Using the data below, show every line where the word "edges" occurs.

Data excerpts

********************

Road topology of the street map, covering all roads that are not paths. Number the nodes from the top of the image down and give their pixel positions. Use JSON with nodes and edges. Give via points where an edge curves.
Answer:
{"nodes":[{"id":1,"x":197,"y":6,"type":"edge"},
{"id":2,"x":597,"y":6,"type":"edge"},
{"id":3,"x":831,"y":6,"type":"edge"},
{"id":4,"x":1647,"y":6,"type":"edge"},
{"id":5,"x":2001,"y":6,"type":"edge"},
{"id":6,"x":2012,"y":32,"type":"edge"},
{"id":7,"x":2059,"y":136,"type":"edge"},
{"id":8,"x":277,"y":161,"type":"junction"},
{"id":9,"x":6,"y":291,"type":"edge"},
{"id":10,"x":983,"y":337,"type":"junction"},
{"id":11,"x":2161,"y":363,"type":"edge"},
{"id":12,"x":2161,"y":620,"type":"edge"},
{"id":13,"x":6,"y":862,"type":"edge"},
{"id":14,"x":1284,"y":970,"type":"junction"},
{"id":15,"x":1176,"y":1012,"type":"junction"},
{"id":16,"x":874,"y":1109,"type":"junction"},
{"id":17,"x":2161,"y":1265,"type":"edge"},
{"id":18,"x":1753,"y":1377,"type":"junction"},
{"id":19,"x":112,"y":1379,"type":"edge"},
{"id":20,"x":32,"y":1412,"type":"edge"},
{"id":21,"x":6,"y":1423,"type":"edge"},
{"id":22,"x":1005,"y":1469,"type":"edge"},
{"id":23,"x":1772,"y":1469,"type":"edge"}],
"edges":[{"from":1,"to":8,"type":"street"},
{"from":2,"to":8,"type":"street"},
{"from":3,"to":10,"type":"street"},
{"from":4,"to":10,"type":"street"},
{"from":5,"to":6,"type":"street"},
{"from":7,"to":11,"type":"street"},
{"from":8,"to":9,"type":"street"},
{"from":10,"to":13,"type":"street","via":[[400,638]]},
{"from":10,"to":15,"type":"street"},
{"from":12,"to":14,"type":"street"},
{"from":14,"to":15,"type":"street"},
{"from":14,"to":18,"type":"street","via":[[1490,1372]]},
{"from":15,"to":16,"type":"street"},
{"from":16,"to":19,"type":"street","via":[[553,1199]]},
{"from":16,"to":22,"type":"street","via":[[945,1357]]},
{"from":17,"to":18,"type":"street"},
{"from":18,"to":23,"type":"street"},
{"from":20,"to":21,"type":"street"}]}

********************

- _Worked solution_:
Road topology of the street map, covering all roads that are not paths. Number the nodes from the top of the image down and give their pixel positions. Use JSON with nodes and edges. Give via points where an edge curves.
"edges":[{"from":1,"to":8,"type":"street"},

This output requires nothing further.